それに、前ほど頑なに朝の姿を隠してはいないものの、今も寝起きの姿を見られることには抵抗がある。そんなに濃い方ではないが、無精ひげだって生えているかもしれない。じっと顔をのぞき込まれていたことにいまさらながら気まずさを感じ上掛けで顔を覆おうとしたところで、しかしルーカスが聞き捨てならないことを口にする。
「だって、いつもより三十分も遅れてまだ起きてこないんだもん。ドアだって何度も叩いたんだよ。それとも遅刻したかった?」
「三十分!?」
そういえばさっき頭をよぎった「あと五分」は何度目だったか。サイドテーブルに置いたままの安い腕時計に目をやると、ルーカスの言ったとおり普段の起床時間からはちょうど三十分遅れた時間が表示されている。
「だからさ……」
ルーカスはまだ、許可を得ずに寝室に入った言い訳を続けようとしているが、そんなことは大幅な寝坊に気づいた今となってはどうでもいいことだ。
「うるさい、どけ」
跳ねるようにベッドから起き出すと、進路をふさぐルーカスの体をひじで押しのけてラインハルトは扉に向かった。大急ぎで身支度をしないと仕事に遅刻してしまう。
「……せっかく起こしてあげたのに」
背後から追いかけてくるルーカスの不満そうなつぶやきは、とりあえず聞かなかったことにする。
あれから――ルーカスが出自を告白してから、早いもので一年が経とうとしている。その間オーストリアは再び完全な独立を果たし、中立国としての新しい歴史を歩みはじめた。一方でラインハルトとルーカスの生活に変化はあったとも言えるし、ないとも言える。
脱色をやめたラインハルトの髪はすっかり本来の色に戻った。極端な食事制限をやめたことで体重はいくらか増えたが、心配していたほどの変化はない。鏡を見たときの落ち込む気持ちは決してゼロにはならないものの、ラインハルトは少しずつ新しい自分の姿になじみつつあった。

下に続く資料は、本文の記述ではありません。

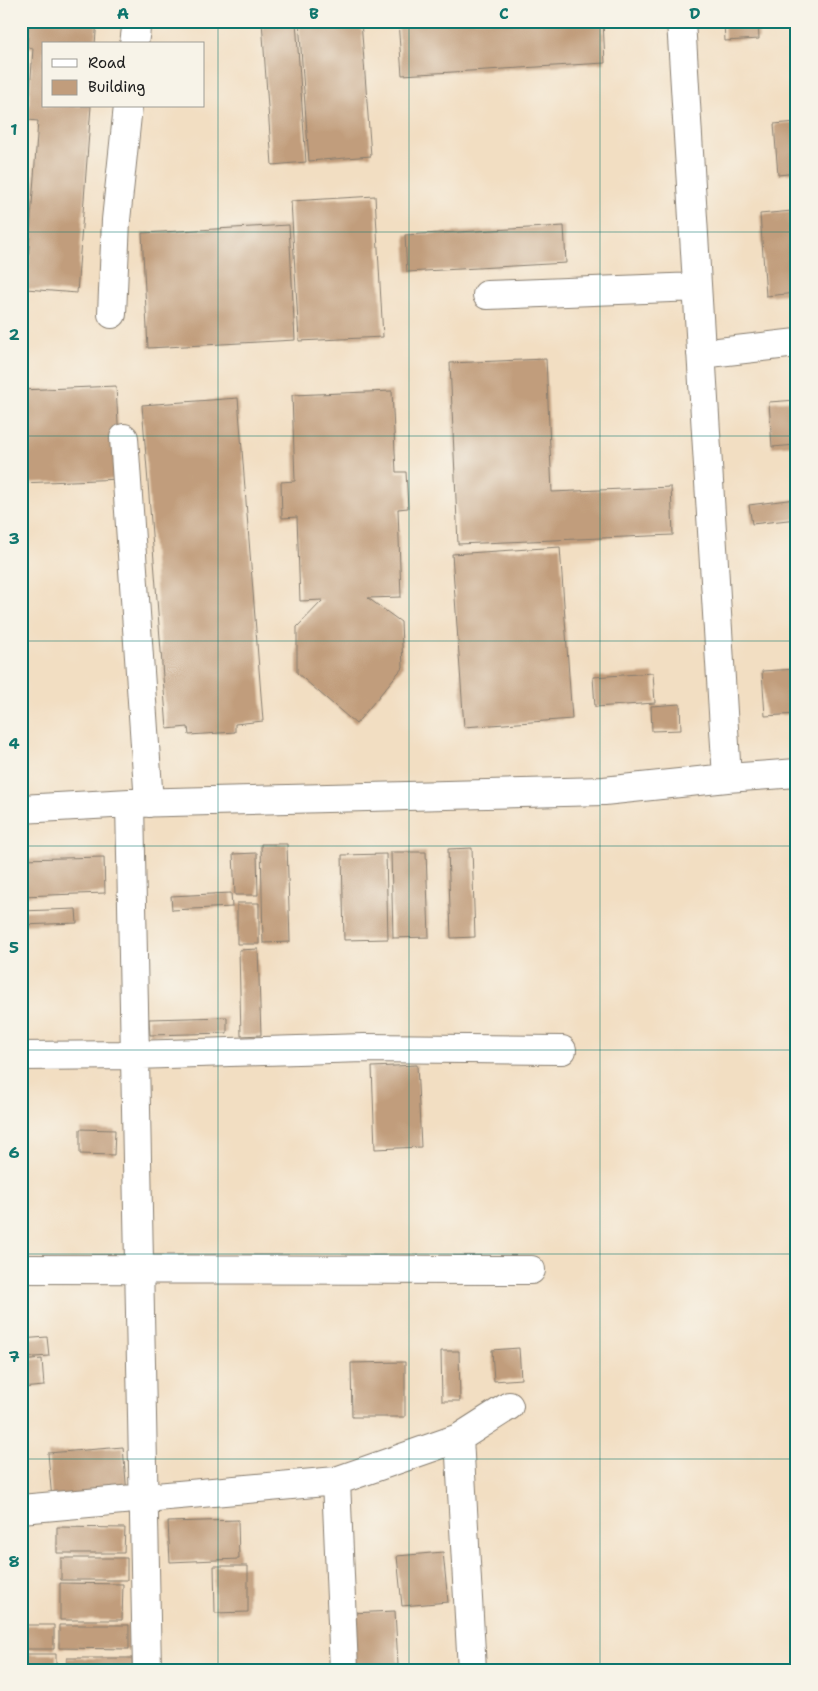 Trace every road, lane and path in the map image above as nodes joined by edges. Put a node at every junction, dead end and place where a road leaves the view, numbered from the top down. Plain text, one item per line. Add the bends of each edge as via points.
1 (137, 21) edge
2 (681, 21) edge
3 (134, 42) edge
4 (128, 108) edge
5 (697, 287) junction
6 (487, 295) dead end
7 (112, 314) dead end
8 (797, 343) edge
9 (701, 354) junction
10 (124, 438) dead end
11 (797, 773) edge
12 (727, 778) junction
13 (140, 803) junction
14 (21, 809) edge
15 (562, 1050) dead end
16 (135, 1055) junction
17 (21, 1056) edge
18 (21, 1268) edge
19 (139, 1268) junction
20 (530, 1270) dead end
21 (509, 1406) dead end
22 (459, 1438) junction
23 (336, 1481) junction
24 (143, 1498) junction
25 (21, 1509) edge
26 (147, 1670) edge
27 (344, 1670) edge
28 (472, 1670) edge

1 - 3 street
2 - 5 street
4 - 7 street via 116,220
5 - 6 street
5 - 9 street
8 - 9 street
9 - 12 street
10 - 13 street
11 - 12 street
12 - 13 street via 604,791
13 - 14 street
13 - 16 street
15 - 16 street via 364,1048
16 - 17 street
16 - 19 street
18 - 19 street
19 - 20 street
19 - 24 street
21 - 22 street
22 - 23 street
22 - 28 street
23 - 24 street
23 - 27 street
24 - 25 street
24 - 26 street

十六歳になったルーカスは本格的な成長期を迎え、今ではラインハルトとの身長差は頭半分程度しかない。ほっそりとした少年の手足もいつの間にか青年のたくましさを見せるようになったが、生来のものなのか彼の髪色は特段の変化を見せることなく今も金色を保っている。本人としてはラインハルトのように成長とともに髪色が濃くなることを期待しているようだが、往々にして人生というのは思った通りにはいかないものだ。
ルーカスがナチの優生思想を具現化した施設であるレーベンスボルン出身であること、彼に名前を与えたのが悪名高い第三帝国幹部、ハインリヒ・ヒムラーであったこと。それらが明らかになり最初の数ヶ月は同級生にからかわれてけんかになることも多かった。しかし少年たちというのは思った以上に飽きっぽい。冬になる頃には、ルーカスの出生がからかわれることはほとんどなくなったのだという。

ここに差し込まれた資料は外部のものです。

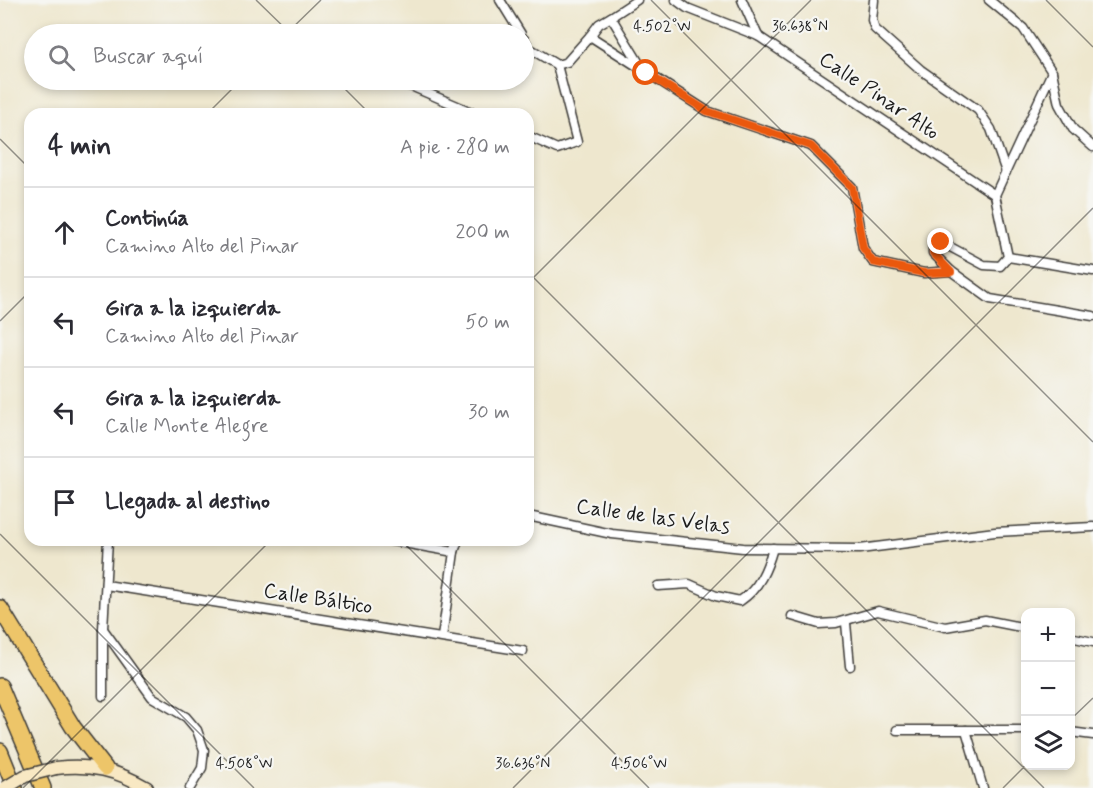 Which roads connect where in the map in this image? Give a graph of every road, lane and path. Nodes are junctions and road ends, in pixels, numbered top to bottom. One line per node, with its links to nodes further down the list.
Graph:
1 (500, 0): 8 (street)
2 (637, 0): 7 (street)
3 (676, 0): 10 (street, Calle Pinar Alto)
4 (742, 0): 10 (street)
5 (874, 0): 19 (street)
6 (988, 0): 13 (street)
7 (611, 17): 9 (street); 14 (street)
8 (515, 24)
9 (590, 36): 12 (street); 14 (street)
10 (758, 36): 20 (street, Calle Pinar Alto)
11 (534, 51): 12 (street)
12 (556, 65): 17 (street)
13 (1052, 72): 18 (street); 19 (street)
14 (646, 73): 23 (street)
15 (420, 90): 16 (street)
16 (463, 108)
17 (534, 139)
18 (1093, 147)
19 (1005, 172): 20 (street)
20 (995, 195): 21 (street)
21 (1008, 257): 22 (street); 23 (street)
22 (1093, 271)
23 (951, 272): 24 (street)
24 (1093, 316)
25 (534, 517): 30 (street, Calle de las Velas)
26 (1093, 527): 30 (street, Calle de las Velas)
27 (108, 546): 32 (street)
28 (420, 546): 31 (street)
29 (456, 546): 31 (street)
30 (773, 548): 33 (street)
31 (454, 552): 39 (street)
32 (106, 585): 38 (street); 39 (street, Calle Báltico)
33 (658, 586)
34 (0, 608): 52 (highway)
35 (792, 616): 36 (street)
36 (846, 622): 37 (street); 43 (street)
37 (1021, 627)
38 (103, 629): 45 (street); 53 (street)
39 (442, 637): 42 (street, Calle Báltico)
40 (1075, 638): 41 (street)
41 (1093, 642)
42 (523, 651)
43 (850, 666)
44 (0, 686): 56 (highway)
45 (103, 696)
46 (897, 730): 47 (street)
47 (966, 730): 48 (street); 58 (street)
48 (1021, 730)
49 (1075, 733): 50 (street)
50 (1093, 735)
51 (0, 751): 55 (highway)
52 (105, 768): 54 (main road, bridge); 57 (main road)
53 (189, 787)
54 (4, 788)
55 (15, 788)
56 (43, 788)
57 (147, 788)
58 (983, 788)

もちろん今も陰で「あいつはナチの子だ」と陰口を叩く者もいるようだが、ルーカスはそれを黙殺することを学んだ。もちろん本心では少なからず傷ついているだろうし、ラインハルトが自身の外見を完全に受け入れてはいないのと同様ルーカスだって彼の人生の何もかもを受け入れたわけでもない。だが、ルーカスはルーカスなりに、置かれた環境でなんとか前向きに生き延びるすべを見つけようとしているようだ。
慌てて身支度を終えたラインハルトに、湯気を立てたカップを手にしたルーカスは呑気に聞く。
「コーヒー飲む暇もない?」
「ない」
「夕食は?」
今では学校から帰ったルーカスが二人分の夕食を準備して待っていることが習慣になった。ラインハルトの日常には十六歳の少年に聞かせるような物珍しい話はないから、ほとんどはルーカスの学校での出来事に耳を傾けるばかり。それでも一日のうち決まった時間向かい合って食事をともにすることで、よそよそしいふたりの生活はどこか家族に似た打ち解けたものに変わってきたような気もする。

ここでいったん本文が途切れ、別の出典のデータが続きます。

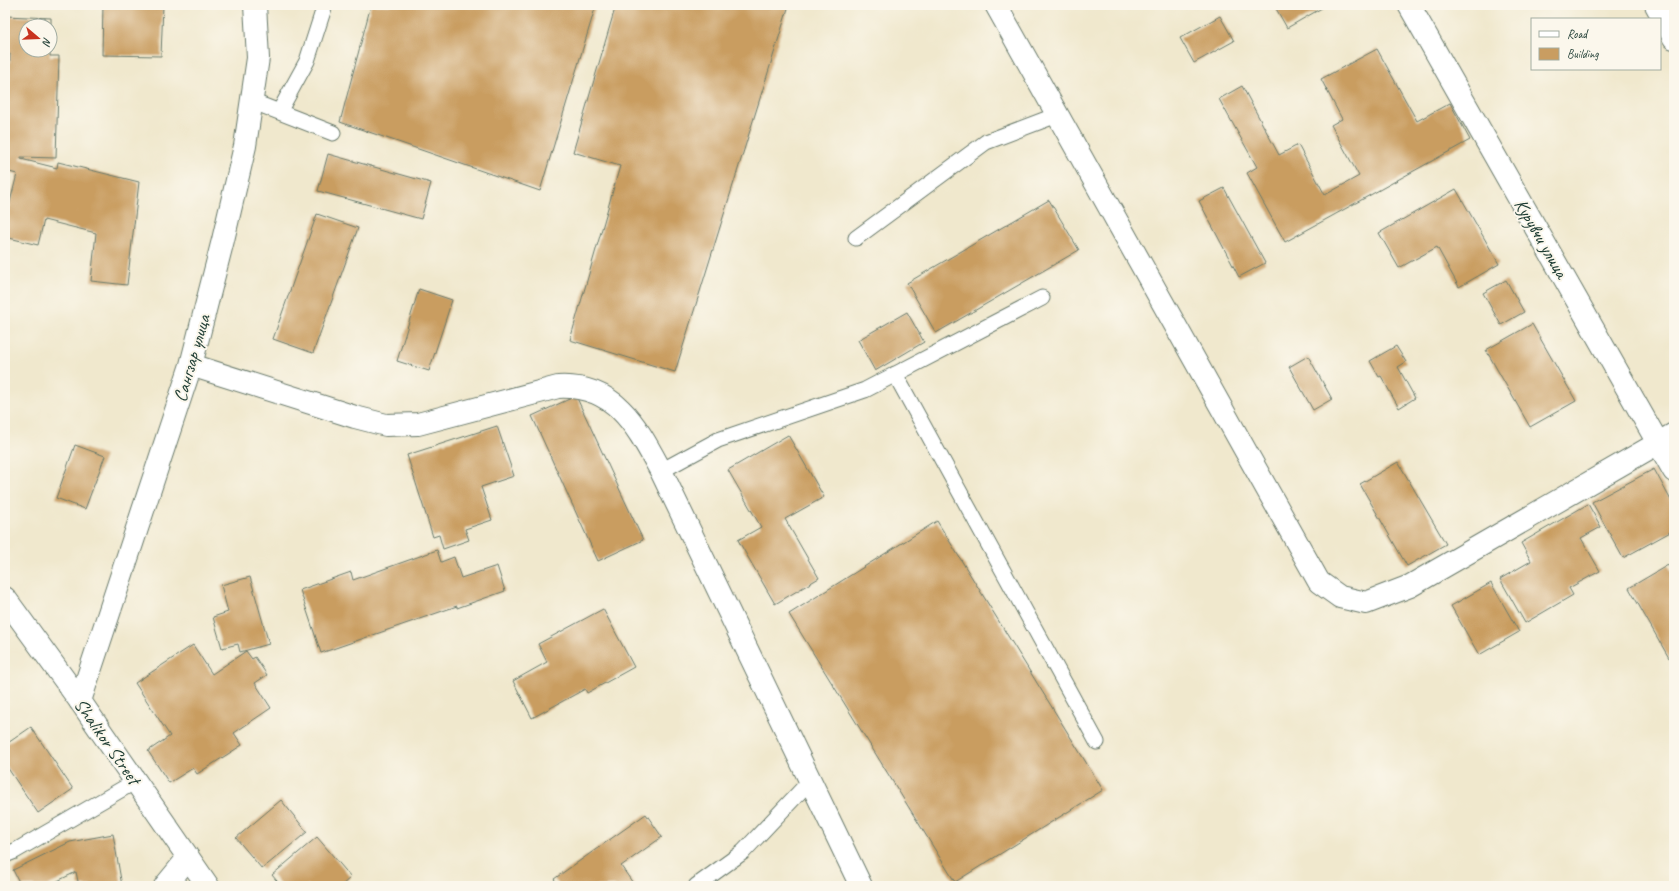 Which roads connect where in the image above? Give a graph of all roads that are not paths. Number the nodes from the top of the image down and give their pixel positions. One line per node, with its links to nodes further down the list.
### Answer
1 (255, 5): 7 (street, Сангзар улица)
2 (325, 5): 8 (lane)
3 (996, 5): 9 (street)
4 (1409, 5): 15 (street, Курувчи улица)
5 (1656, 5): 6 (street)
6 (1674, 38)
7 (252, 101): 8 (lane); 13 (street, Сангзар улица)
8 (279, 112): 10 (lane)
9 (1057, 115): 11 (lane); 15 (street)
10 (333, 133)
11 (856, 238)
12 (1042, 298): 14 (lane)
13 (190, 365): 16 (street); 19 (street, Сангзар улица)
14 (895, 374): 16 (lane); 20 (lane)
15 (1666, 438): 17 (street, Курувчи улица)
16 (661, 471): 22 (street)
17 (1674, 471)
18 (5, 598): 19 (street, Shаlikor Street)
19 (80, 701): 21 (street, Shаlikor Street)
20 (1097, 742)
21 (136, 781): 23 (lane); 24 (street, Shаlikor Street)
22 (810, 781): 27 (lane); 28 (street)
23 (5, 855)
24 (188, 858): 25 (street); 26 (street, Shаlikor Street)
25 (165, 886)
26 (208, 886)
27 (696, 886)
28 (861, 886)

だが、今日のラインハルトには珍しく仕事の後に予定がある。
「今日はいらない。遅くなるから飯はひとりで済ませてくれ」
「え、どうして?」
「まずい、遅刻する」
驚いたようなルーカスの質問に返事をする時間もない。これ以上家を出るのを遅れたら確実に学校に遅れてしまう。ラインハルトはそのまま部屋を飛び出すと、アパートメントの階段を駆け下りた。